START The data

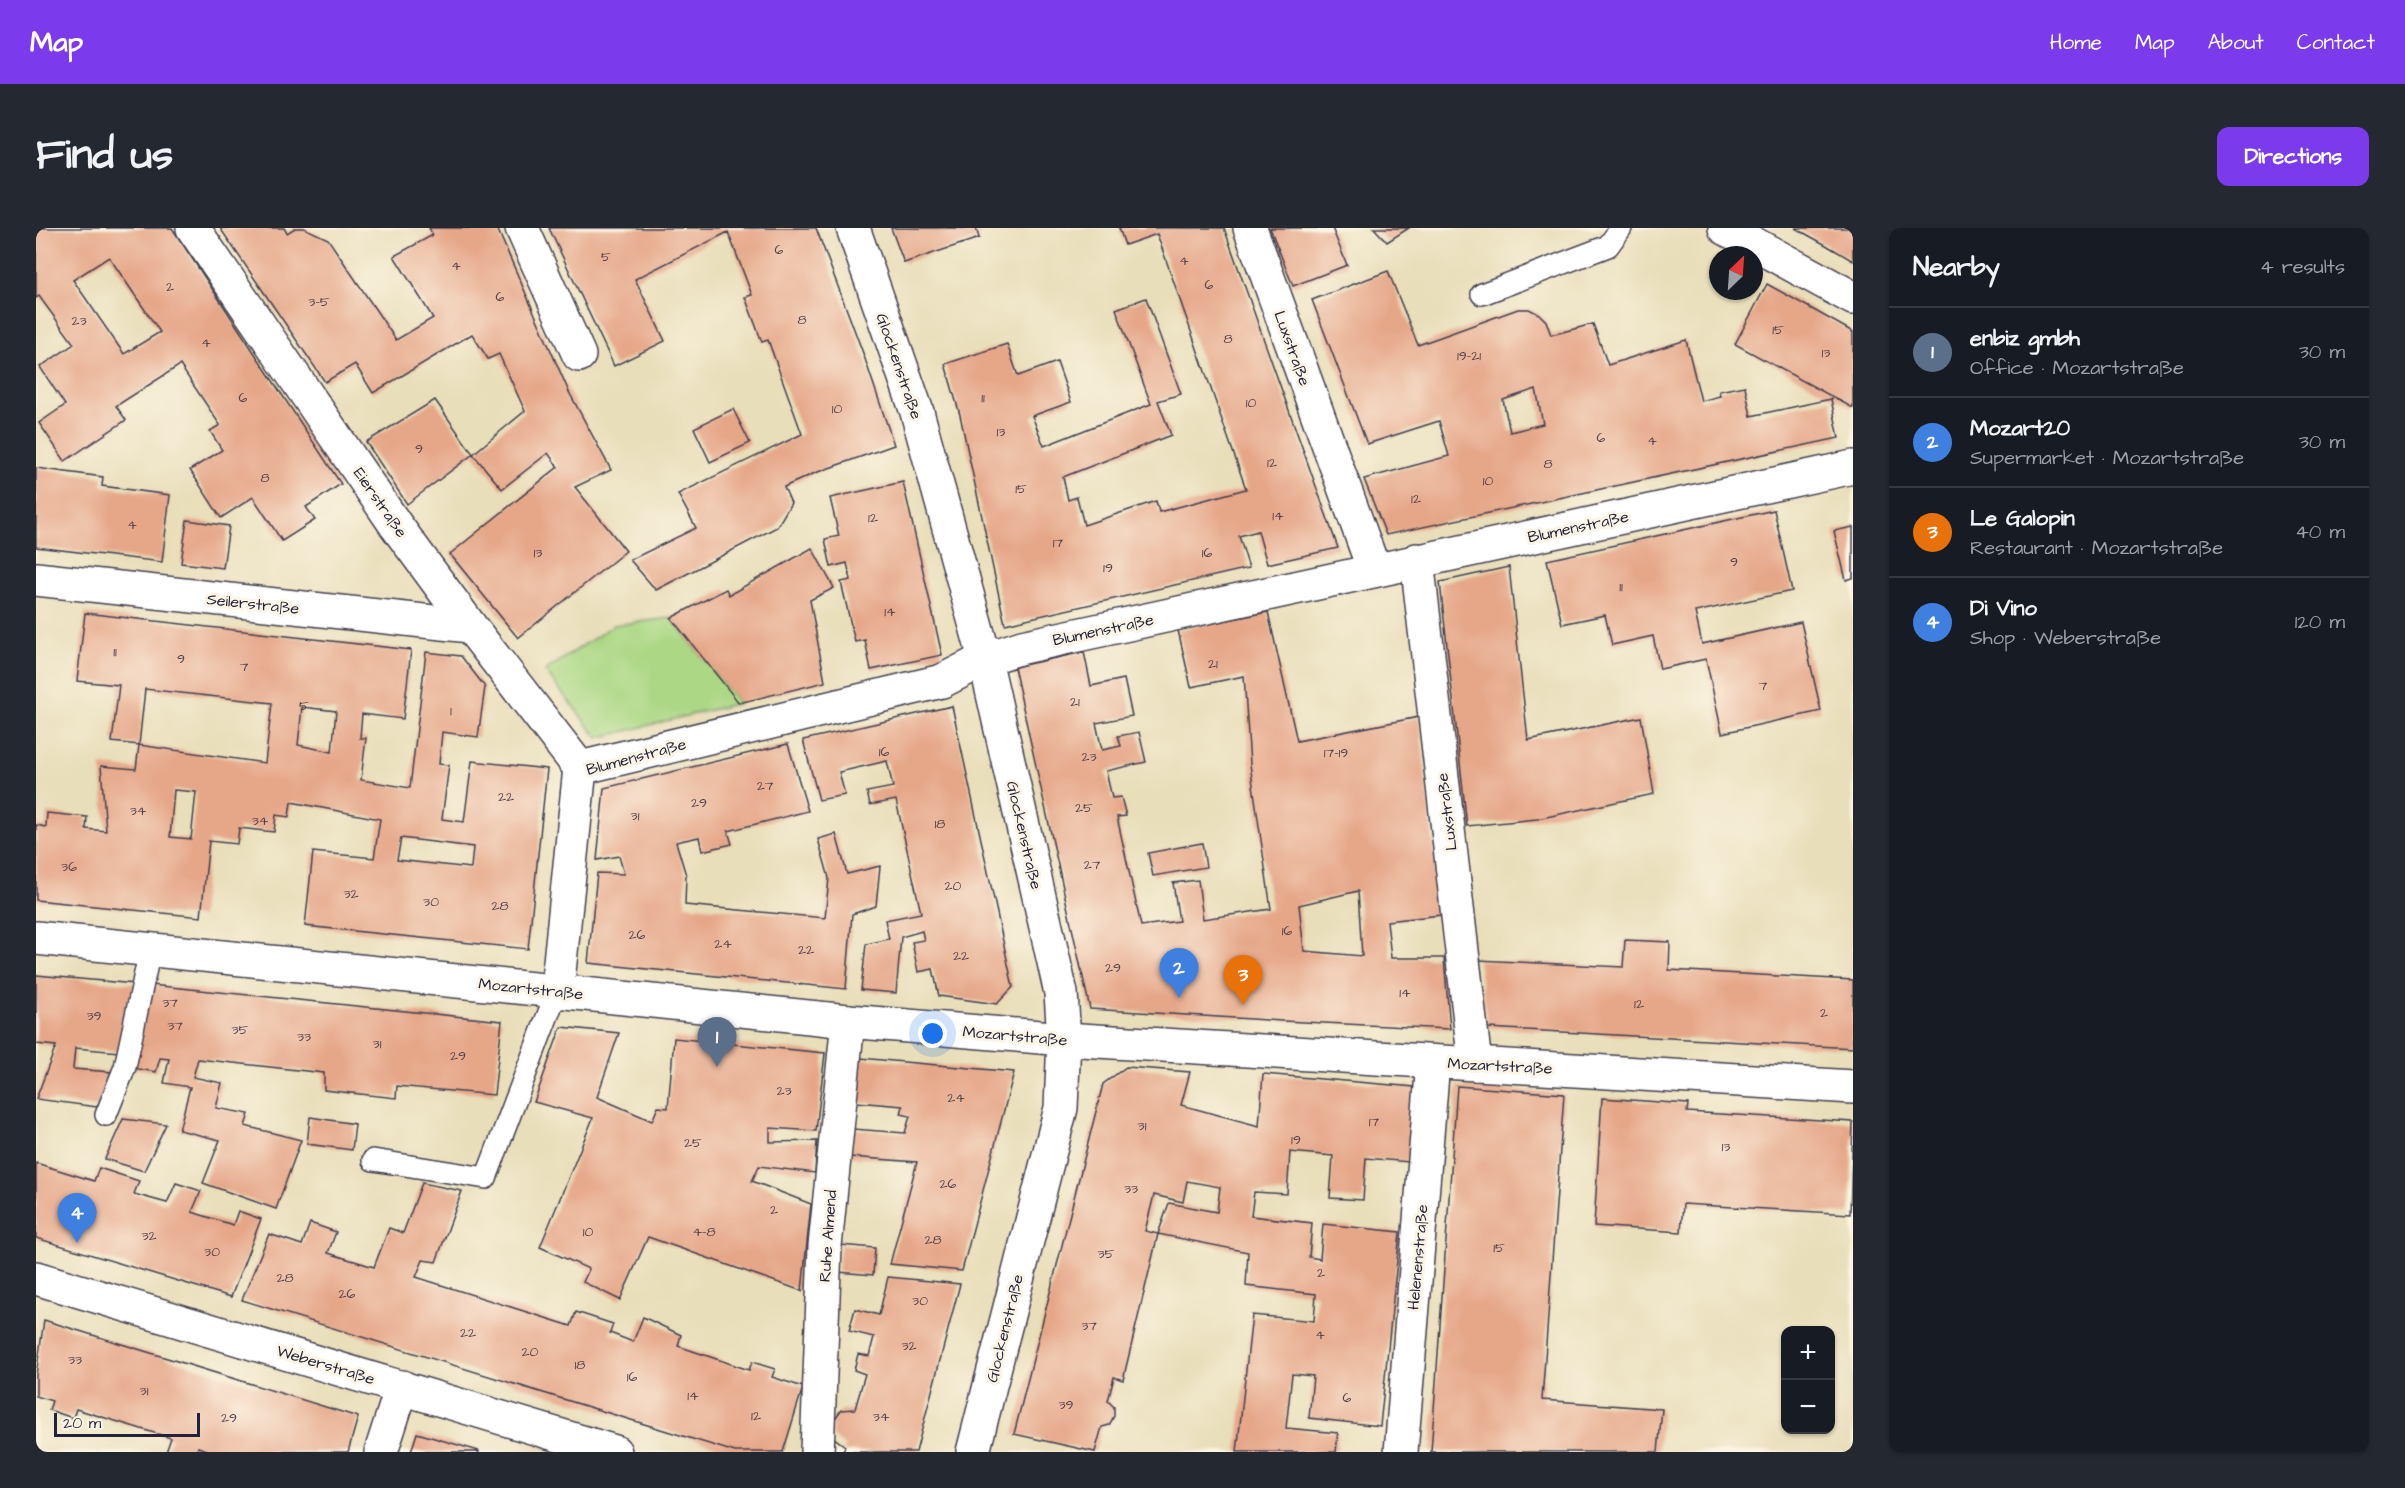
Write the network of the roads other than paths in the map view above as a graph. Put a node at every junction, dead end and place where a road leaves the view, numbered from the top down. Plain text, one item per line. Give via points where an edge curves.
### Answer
1 (193, 228) edge
2 (522, 228) edge
3 (853, 228) edge
4 (1250, 228) edge
5 (1621, 228) edge
6 (1725, 228) edge
7 (1482, 294) dead end
8 (1853, 298) edge
9 (579, 355) dead end
10 (1853, 467) edge
11 (1417, 560) junction
12 (1374, 570) junction
13 (36, 579) edge
14 (470, 626) junction
15 (985, 659) junction
16 (580, 768) junction
17 (36, 938) edge
18 (150, 950) junction
19 (556, 990) junction
20 (848, 1021) junction
21 (1064, 1040) junction
22 (1433, 1062) junction
23 (1475, 1064) junction
24 (1853, 1087) edge
25 (106, 1114) dead end
26 (373, 1160) dead end
27 (36, 1278) edge
28 (402, 1387) junction
29 (381, 1452) edge
30 (615, 1452) edge
31 (817, 1452) edge
32 (973, 1452) edge
33 (1401, 1452) edge

1 - 14 street, Eierstraße via 395,524
2 - 9 street
3 - 15 street, Glockenstraße via 917,412
4 - 12 street, Luxstraße
5 - 7 lane via 1608,246
6 - 8 street
10 - 11 street, Blumenstraße
11 - 12 street, Blumenstraße
11 - 23 street, Luxstraße
12 - 15 street, Blumenstraße via 1022,647
13 - 14 street, Seilerstraße
14 - 16 street, Eierstraße
15 - 16 street, Blumenstraße via 942,681
15 - 21 street, Glockenstraße via 1061,993
16 - 19 street, Blumenstraße
17 - 18 street, Mozartstraße
18 - 19 street, Mozartstraße
18 - 25 lane via 125,1067
19 - 20 street, Mozartstraße
19 - 26 lane via 486,1178
20 - 21 street, Mozartstraße
20 - 31 street, Ruhe Almend via 825,1246
21 - 22 street, Mozartstraße
21 - 32 street, Glockenstraße via 1061,1108
22 - 23 street, Mozartstraße
22 - 33 street, Helenenstraße
23 - 24 street, Mozartstraße
27 - 28 street, Weberstraße
28 - 29 street
28 - 30 street, Weberstraße

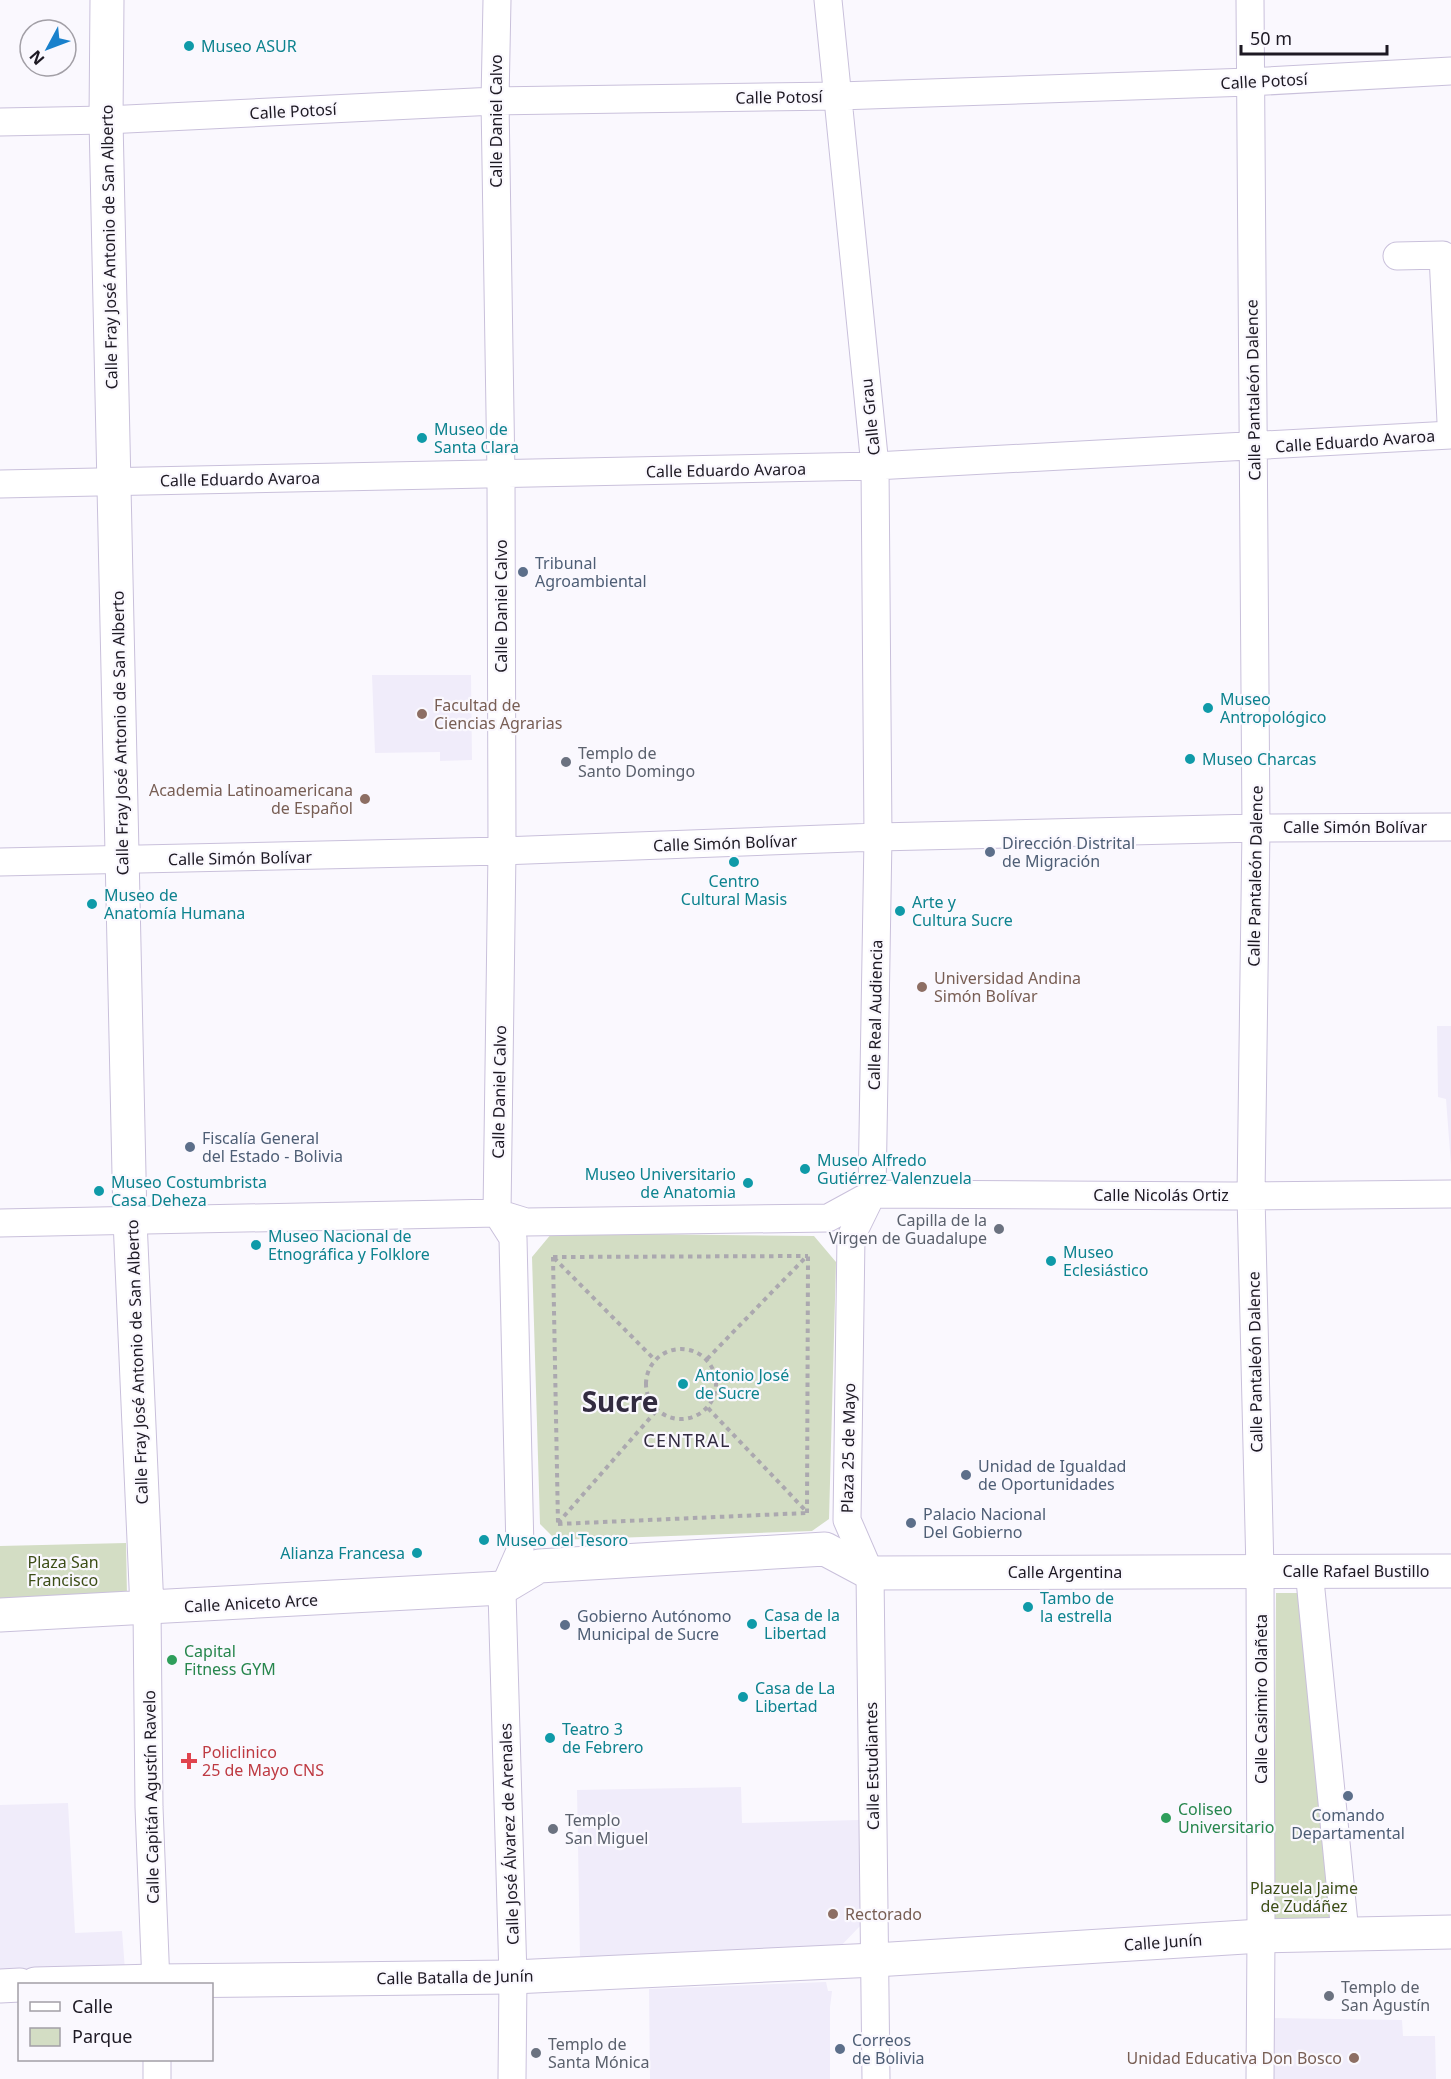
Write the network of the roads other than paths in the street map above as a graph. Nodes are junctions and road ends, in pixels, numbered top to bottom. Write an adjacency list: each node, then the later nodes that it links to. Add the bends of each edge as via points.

END The data

Aim of the task: Would you copy every entry exactly as it stands, leaving out the pictures?

Task solution:
Write the network of the roads other than paths in the map view above as a graph. Put a node at every junction, dead end and place where a road leaves the view, numbered from the top down. Plain text, one item per line. Give via points where an edge curves.
### Answer
1 (193, 228) edge
2 (522, 228) edge
3 (853, 228) edge
4 (1250, 228) edge
5 (1621, 228) edge
6 (1725, 228) edge
7 (1482, 294) dead end
8 (1853, 298) edge
9 (579, 355) dead end
10 (1853, 467) edge
11 (1417, 560) junction
12 (1374, 570) junction
13 (36, 579) edge
14 (470, 626) junction
15 (985, 659) junction
16 (580, 768) junction
17 (36, 938) edge
18 (150, 950) junction
19 (556, 990) junction
20 (848, 1021) junction
21 (1064, 1040) junction
22 (1433, 1062) junction
23 (1475, 1064) junction
24 (1853, 1087) edge
25 (106, 1114) dead end
26 (373, 1160) dead end
27 (36, 1278) edge
28 (402, 1387) junction
29 (381, 1452) edge
30 (615, 1452) edge
31 (817, 1452) edge
32 (973, 1452) edge
33 (1401, 1452) edge

1 - 14 street, Eierstraße via 395,524
2 - 9 street
3 - 15 street, Glockenstraße via 917,412
4 - 12 street, Luxstraße
5 - 7 lane via 1608,246
6 - 8 street
10 - 11 street, Blumenstraße
11 - 12 street, Blumenstraße
11 - 23 street, Luxstraße
12 - 15 street, Blumenstraße via 1022,647
13 - 14 street, Seilerstraße
14 - 16 street, Eierstraße
15 - 16 street, Blumenstraße via 942,681
15 - 21 street, Glockenstraße via 1061,993
16 - 19 street, Blumenstraße
17 - 18 street, Mozartstraße
18 - 19 street, Mozartstraße
18 - 25 lane via 125,1067
19 - 20 street, Mozartstraße
19 - 26 lane via 486,1178
20 - 21 street, Mozartstraße
20 - 31 street, Ruhe Almend via 825,1246
21 - 22 street, Mozartstraße
21 - 32 street, Glockenstraße via 1061,1108
22 - 23 street, Mozartstraße
22 - 33 street, Helenenstraße
23 - 24 street, Mozartstraße
27 - 28 street, Weberstraße
28 - 29 street
28 - 30 street, Weberstraße

Write the network of the roads other than paths in the street map above as a graph. Nodes are junctions and road ends, in pixels, numbered top to bottom. Write an adjacency list: each node, then the later nodes that it links to. Add the bends of each edge as via points.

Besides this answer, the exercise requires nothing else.